9237「住所不定・住居不定・住居不詳」

2023 . 12 . 28

9237

 

<2022年11月1日に書き始めました>

2022年10月31日の読売テレビお昼のニュースで、3000万円の強盗致傷の少年2人が逮捕されたというニュースをやっていました。その中で、15歳の少年を、

「住居不定」

と言っていました。これって、普通ニュースでは、

「住所不定」

と言うのではないでしょうか?

放送後に報道デスクに聞くと、

「警察はずっと前から『住居不定』と言っていますが、こちらで『住所不定』に直したり、直さなかったりですね。また、みんなで話しておきます」

とのことでした。同じニュースのその日の「毎日新聞・夕刊」は、

「住所不定」

としていました。

これに関しては以前、用語懇談会の議題にも上ったなと思い、検索してみたら、2019年4月に、私が議題として挙げていました。その際は、

先日、テレビ新潟発の全国ニュースを見ていたら、逮捕された容疑者が、「住居不定 無職」という原稿をアナウンサーが読んでいました。この「住居不定」というのは、普通は、「住所不定」と言うのではないのでしょうか?弊社の報道デスクに聞いたところ、警察発表では使われているようですが、それをそのまま放送するかどうかは「デスクによる」ということで、特に統一はしていないようです。この「住居不定」を使われている社はあるでしょうか?また「住居不定」と「住所不定」で意味の使い分けをしているという社はありますか?』

という質問をしました。これに対し、

「住居不定でやっている」

という社は「1社だけ」でした。その社は

「住民票があれば住所はあるので、不定ではない。『住居』に住むのであって、ホームレスの人やホテルを転々としている人は『住居が不定』なのだ。だから2~3年前からローカルニュースでは警察発表に従って『住居不定』で放送している。」

とのことでした。
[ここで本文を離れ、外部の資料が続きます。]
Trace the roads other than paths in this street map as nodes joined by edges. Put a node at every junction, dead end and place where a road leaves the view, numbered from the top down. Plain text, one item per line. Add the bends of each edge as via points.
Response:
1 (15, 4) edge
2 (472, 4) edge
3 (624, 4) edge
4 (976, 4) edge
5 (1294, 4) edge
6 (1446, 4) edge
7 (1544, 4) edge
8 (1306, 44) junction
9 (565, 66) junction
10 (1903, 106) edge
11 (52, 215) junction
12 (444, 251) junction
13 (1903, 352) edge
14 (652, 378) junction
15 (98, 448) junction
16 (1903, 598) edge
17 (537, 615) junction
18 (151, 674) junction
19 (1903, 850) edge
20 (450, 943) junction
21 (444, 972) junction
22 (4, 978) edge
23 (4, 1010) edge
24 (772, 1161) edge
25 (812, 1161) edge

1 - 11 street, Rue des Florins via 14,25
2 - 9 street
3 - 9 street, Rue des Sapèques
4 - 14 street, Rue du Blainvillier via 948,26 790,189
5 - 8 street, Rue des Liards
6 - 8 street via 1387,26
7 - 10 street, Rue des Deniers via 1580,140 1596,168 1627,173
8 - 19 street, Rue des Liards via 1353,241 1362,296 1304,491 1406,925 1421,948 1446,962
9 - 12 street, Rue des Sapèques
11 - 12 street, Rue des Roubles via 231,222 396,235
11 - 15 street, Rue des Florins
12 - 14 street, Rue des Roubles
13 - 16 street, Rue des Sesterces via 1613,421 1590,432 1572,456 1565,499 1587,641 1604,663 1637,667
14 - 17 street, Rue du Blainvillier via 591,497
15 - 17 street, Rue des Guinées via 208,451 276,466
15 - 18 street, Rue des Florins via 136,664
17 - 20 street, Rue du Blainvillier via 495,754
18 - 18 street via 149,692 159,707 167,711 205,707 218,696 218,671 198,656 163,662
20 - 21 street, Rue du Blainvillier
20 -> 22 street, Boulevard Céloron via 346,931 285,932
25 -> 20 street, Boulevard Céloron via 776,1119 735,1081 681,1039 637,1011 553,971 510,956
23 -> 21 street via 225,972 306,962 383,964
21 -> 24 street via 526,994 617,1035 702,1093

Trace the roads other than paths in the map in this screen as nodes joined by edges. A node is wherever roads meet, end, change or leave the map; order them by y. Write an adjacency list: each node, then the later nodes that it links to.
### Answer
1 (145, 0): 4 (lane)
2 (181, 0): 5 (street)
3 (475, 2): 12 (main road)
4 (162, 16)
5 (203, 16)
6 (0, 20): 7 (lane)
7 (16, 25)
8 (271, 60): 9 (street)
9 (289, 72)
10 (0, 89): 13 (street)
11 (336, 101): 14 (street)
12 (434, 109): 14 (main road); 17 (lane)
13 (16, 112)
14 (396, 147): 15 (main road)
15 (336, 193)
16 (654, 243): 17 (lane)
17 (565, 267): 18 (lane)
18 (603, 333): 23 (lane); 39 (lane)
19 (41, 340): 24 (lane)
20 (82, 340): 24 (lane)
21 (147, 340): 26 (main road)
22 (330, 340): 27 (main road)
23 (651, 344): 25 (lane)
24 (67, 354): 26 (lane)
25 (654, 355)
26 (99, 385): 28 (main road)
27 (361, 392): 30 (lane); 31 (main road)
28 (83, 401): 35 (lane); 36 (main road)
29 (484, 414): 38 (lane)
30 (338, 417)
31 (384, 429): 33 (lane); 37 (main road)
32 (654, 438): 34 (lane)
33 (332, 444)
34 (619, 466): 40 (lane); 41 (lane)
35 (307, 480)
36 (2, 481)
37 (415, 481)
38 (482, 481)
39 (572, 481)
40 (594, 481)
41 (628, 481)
しかし全体としては

「警察発表は『住居』でも、ニュース原稿では『住所』と書き換える」

という社の方が多いようでした。

ある社の原稿検索では、2011~15年は、

「住居不定」=267件 「住所不定」=4731件

2016~19年は、

「住居不定」=61件 「住所不定」=2672件

で、使い分けはないものの「住所不定」の方が圧倒的だったようです。

その後、2023年3月29日にグーグル検索したところ、

「住所不定」=534万0000件

「住居不定」= 25万7000件

「住居不詳」= 30万3000件

こんなサイトも見つけました。

https://m.happycampus.co.jp/doc/10722/

そして、

「住所」=住民票などに記載するような住むところ

「住居」=たとえば一泊1000円の宿に6か月住んでいる場合など。

という内容の記述も見つけました。

https://www.nikkan-gendai.com/articles/view/life/172469

さらにその後の3月28日ネット記事では、

「住所不詳」

という表記も出て来ました。

それからさらに9か月がたった「12月27日」の事件の記事では、

(読売新聞)住所・職業不詳

(朝日新聞)職業不詳

(産経新聞)住所・職業不詳

と出ていました。

それを見て「不定」と「不詳」、「住居」と「住所」に関してピーンときました。

「住居」は「住む家」。「住む家(住居)の所在地」が「住所」。

それが「不詳」というのは、「詳しい情報がないから」。

それに対して「不定」は、

「一定期間、安定してそこに留まることがない」

という意味ではあるが、

「住居がないとは限らない」

「住居はその時々にあるが、その場所は転々として変わる」

のであれば、「住居」も「住所」も「不定」であって、「不詳」ではない、ということですよね!「職業」に関しても、

「不詳」=詳しいことは、まだわからない

「不定」=一定の決まった仕事はない

という違いではないでしょうか!解決!

 

(2023、12、28)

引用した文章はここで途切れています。